Stored data:
-*-

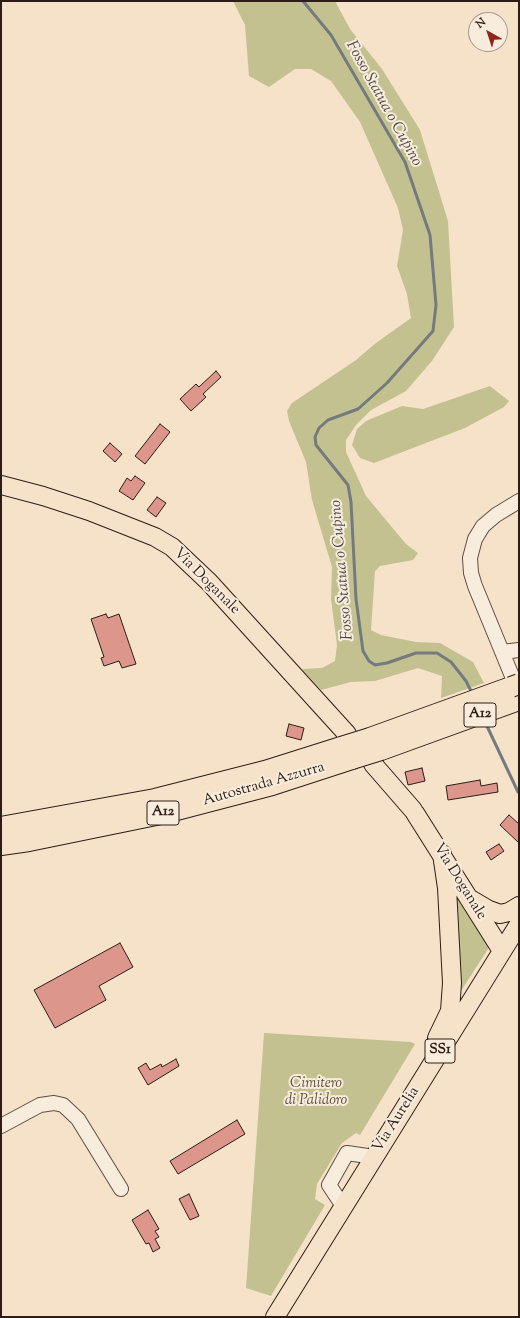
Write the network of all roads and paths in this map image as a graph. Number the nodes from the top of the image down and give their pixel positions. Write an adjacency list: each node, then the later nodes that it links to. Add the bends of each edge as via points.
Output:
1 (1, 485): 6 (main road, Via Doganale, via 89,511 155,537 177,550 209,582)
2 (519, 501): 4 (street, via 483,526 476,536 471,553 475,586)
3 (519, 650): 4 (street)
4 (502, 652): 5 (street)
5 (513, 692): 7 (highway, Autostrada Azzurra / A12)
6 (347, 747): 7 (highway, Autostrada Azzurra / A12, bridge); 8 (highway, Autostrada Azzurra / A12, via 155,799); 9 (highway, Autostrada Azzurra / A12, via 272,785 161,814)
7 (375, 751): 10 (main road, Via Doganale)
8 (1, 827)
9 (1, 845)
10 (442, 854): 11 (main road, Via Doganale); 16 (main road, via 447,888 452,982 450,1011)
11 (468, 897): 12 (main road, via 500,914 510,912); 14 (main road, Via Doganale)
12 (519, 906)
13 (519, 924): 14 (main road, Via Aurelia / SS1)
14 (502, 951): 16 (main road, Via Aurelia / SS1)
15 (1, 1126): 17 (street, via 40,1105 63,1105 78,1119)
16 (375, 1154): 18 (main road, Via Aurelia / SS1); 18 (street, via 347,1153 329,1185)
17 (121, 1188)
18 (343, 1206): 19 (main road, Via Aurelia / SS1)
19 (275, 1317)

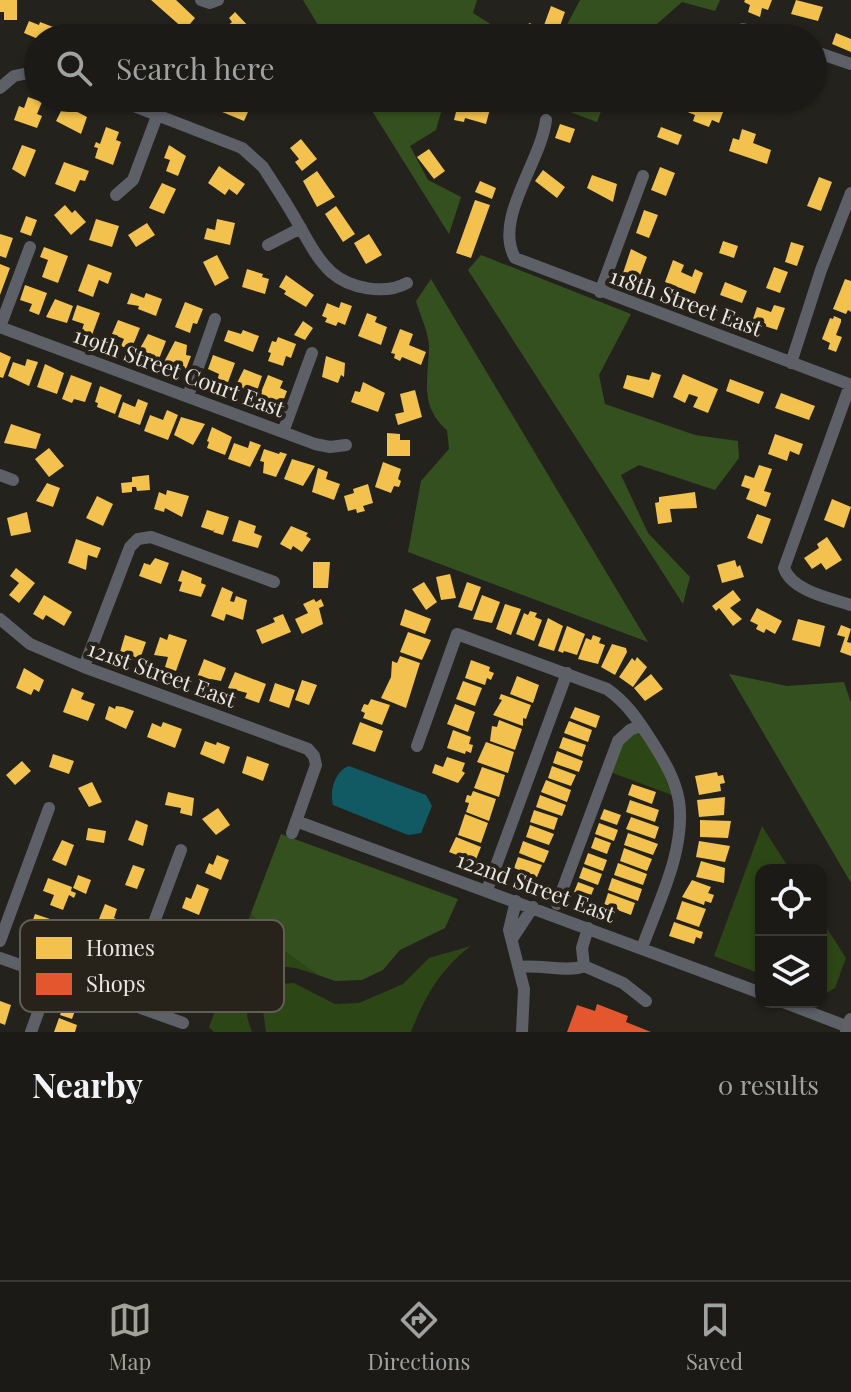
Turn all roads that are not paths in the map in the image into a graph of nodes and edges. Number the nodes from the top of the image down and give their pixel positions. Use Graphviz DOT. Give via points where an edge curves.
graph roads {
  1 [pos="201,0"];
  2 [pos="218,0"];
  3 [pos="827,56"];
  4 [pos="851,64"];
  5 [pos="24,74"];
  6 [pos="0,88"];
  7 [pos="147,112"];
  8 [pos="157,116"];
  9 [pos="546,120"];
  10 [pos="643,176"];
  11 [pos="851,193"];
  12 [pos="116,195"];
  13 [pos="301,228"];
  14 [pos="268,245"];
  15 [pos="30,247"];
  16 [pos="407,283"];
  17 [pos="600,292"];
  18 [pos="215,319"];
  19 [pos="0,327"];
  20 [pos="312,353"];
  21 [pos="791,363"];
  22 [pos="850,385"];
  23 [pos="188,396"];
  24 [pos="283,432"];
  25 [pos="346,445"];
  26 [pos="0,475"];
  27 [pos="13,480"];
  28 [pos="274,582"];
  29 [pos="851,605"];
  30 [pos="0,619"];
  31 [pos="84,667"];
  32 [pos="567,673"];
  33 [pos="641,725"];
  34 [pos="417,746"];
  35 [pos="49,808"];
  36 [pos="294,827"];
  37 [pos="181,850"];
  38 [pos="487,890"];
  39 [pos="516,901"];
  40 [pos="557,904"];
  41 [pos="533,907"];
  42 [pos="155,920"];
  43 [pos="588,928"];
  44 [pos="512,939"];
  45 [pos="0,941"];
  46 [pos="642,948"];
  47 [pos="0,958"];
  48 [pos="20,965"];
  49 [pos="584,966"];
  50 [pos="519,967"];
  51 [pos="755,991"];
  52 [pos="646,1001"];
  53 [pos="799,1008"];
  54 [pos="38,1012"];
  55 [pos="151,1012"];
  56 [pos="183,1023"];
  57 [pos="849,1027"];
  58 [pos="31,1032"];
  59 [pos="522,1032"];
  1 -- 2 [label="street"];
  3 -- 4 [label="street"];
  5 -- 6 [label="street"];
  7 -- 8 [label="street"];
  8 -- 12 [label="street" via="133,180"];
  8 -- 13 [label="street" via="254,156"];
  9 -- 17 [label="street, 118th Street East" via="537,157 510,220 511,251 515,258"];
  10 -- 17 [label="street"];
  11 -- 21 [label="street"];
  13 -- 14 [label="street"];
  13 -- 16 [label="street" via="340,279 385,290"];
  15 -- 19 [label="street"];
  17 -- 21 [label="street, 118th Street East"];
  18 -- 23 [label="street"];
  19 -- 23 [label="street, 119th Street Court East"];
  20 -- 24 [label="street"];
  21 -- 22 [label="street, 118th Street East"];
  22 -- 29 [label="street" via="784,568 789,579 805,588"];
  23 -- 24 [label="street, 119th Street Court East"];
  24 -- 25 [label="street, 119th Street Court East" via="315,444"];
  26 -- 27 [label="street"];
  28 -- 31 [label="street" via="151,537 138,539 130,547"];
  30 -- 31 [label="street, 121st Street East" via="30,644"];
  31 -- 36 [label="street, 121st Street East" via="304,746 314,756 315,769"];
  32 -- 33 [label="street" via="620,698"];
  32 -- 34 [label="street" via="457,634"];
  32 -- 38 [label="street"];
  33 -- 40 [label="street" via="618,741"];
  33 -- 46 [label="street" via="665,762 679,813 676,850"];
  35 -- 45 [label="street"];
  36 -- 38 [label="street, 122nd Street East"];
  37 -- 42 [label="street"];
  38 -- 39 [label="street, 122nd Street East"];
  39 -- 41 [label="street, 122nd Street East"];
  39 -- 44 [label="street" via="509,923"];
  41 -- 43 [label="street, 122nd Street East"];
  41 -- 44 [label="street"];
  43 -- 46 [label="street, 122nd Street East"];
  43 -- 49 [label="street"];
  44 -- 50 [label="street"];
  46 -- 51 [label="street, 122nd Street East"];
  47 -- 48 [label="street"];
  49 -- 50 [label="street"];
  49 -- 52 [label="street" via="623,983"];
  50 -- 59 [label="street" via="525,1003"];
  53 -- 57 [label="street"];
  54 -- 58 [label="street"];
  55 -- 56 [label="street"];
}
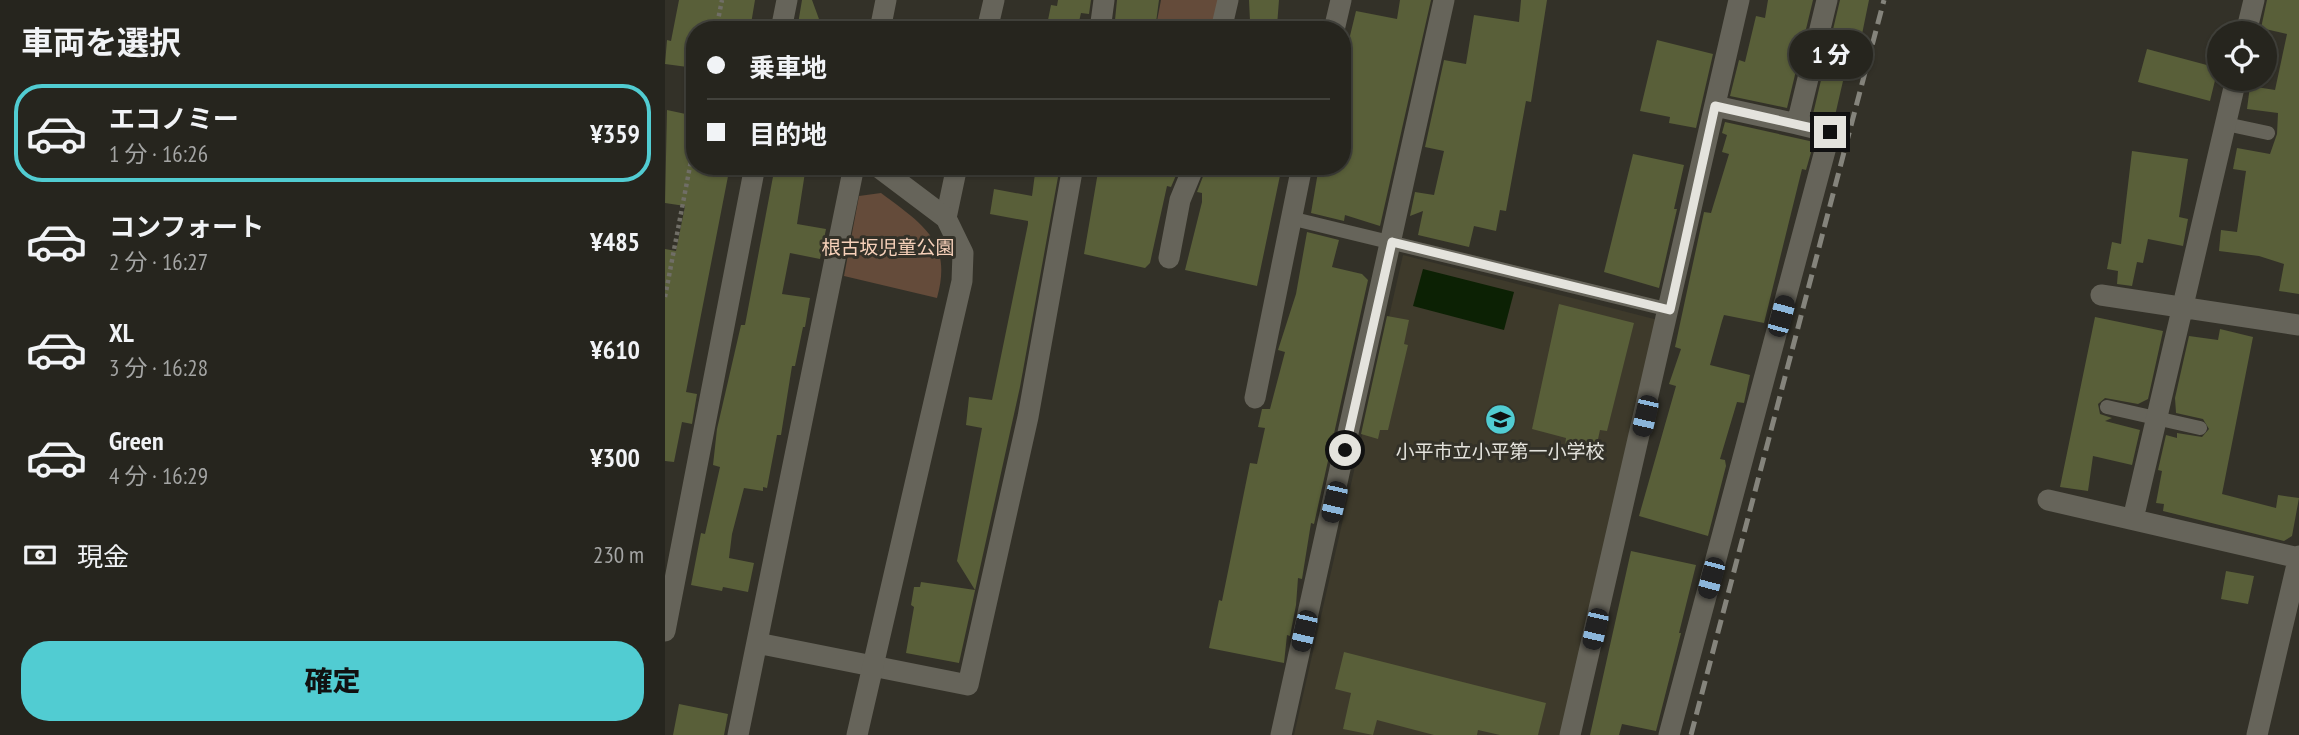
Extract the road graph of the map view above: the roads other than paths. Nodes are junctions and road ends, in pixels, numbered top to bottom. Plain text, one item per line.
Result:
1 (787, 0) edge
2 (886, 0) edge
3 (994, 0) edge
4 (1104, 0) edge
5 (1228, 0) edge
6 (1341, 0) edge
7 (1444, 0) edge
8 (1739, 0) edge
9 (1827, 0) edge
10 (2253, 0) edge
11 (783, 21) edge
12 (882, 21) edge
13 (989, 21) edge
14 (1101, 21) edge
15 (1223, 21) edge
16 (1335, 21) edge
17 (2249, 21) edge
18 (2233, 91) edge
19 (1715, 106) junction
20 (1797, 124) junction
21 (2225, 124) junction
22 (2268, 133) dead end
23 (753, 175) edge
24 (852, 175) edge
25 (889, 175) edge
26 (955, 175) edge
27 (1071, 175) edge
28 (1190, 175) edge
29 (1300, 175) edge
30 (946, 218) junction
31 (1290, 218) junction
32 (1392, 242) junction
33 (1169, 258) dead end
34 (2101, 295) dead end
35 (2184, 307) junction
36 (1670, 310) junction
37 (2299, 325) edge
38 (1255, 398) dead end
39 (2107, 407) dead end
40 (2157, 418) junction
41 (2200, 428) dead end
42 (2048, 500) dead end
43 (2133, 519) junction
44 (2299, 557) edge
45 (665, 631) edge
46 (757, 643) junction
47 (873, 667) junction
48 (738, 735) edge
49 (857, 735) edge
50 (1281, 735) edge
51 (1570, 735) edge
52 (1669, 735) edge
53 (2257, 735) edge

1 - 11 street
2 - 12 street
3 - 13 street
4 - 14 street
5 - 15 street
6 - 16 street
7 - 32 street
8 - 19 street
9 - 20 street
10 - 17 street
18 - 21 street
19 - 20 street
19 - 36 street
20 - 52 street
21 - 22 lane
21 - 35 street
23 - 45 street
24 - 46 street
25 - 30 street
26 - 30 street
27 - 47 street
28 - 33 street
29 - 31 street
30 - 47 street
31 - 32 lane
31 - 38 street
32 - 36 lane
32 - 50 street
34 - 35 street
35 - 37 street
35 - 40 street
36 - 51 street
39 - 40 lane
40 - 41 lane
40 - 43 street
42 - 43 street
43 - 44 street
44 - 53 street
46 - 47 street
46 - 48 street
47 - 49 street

-*-

> **Exercise**
Every line of the records that includes the word "Doganale" should be gathered.

> **Completed exercise**
1 (1, 485): 6 (main road, Via Doganale, via 89,511 155,537 177,550 209,582)
7 (375, 751): 10 (main road, Via Doganale)
10 (442, 854): 11 (main road, Via Doganale); 16 (main road, via 447,888 452,982 450,1011)
11 (468, 897): 12 (main road, via 500,914 510,912); 14 (main road, Via Doganale)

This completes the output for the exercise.